Repeat the records verbatim and leave the pictures out of your copy.

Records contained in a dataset
***

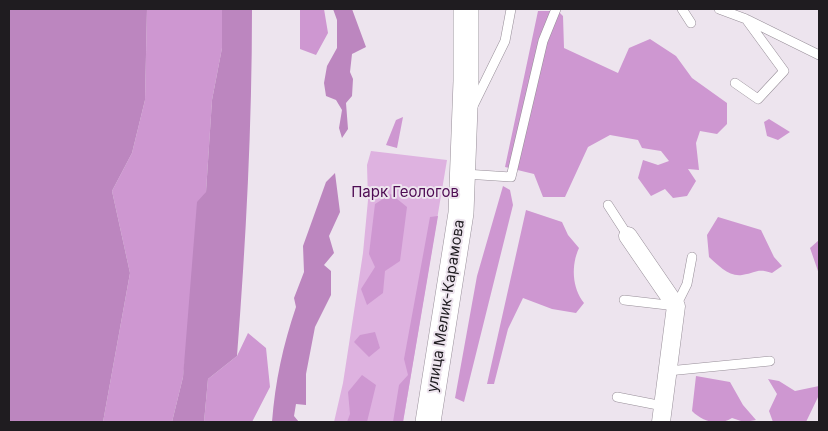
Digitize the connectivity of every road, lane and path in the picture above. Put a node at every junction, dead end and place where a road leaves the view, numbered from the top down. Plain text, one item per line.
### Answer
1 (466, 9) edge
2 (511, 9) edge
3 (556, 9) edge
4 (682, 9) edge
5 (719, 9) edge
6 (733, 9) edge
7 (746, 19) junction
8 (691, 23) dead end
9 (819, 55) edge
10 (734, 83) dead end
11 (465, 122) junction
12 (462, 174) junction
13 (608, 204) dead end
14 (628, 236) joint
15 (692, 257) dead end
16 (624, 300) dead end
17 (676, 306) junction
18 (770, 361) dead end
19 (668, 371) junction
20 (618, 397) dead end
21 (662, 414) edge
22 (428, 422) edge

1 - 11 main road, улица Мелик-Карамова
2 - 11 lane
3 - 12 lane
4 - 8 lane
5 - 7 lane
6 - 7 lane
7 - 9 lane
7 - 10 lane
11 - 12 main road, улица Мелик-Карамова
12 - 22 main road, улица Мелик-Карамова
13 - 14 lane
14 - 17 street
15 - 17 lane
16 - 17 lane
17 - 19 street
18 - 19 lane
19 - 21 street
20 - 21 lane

***

• [YOUR SOLUTION]
Digitize the connectivity of every road, lane and path in the picture above. Put a node at every junction, dead end and place where a road leaves the view, numbered from the top down. Plain text, one item per line.
### Answer
1 (466, 9) edge
2 (511, 9) edge
3 (556, 9) edge
4 (682, 9) edge
5 (719, 9) edge
6 (733, 9) edge
7 (746, 19) junction
8 (691, 23) dead end
9 (819, 55) edge
10 (734, 83) dead end
11 (465, 122) junction
12 (462, 174) junction
13 (608, 204) dead end
14 (628, 236) joint
15 (692, 257) dead end
16 (624, 300) dead end
17 (676, 306) junction
18 (770, 361) dead end
19 (668, 371) junction
20 (618, 397) dead end
21 (662, 414) edge
22 (428, 422) edge

1 - 11 main road, улица Мелик-Карамова
2 - 11 lane
3 - 12 lane
4 - 8 lane
5 - 7 lane
6 - 7 lane
7 - 9 lane
7 - 10 lane
11 - 12 main road, улица Мелик-Карамова
12 - 22 main road, улица Мелик-Карамова
13 - 14 lane
14 - 17 street
15 - 17 lane
16 - 17 lane
17 - 19 street
18 - 19 lane
19 - 21 street
20 - 21 lane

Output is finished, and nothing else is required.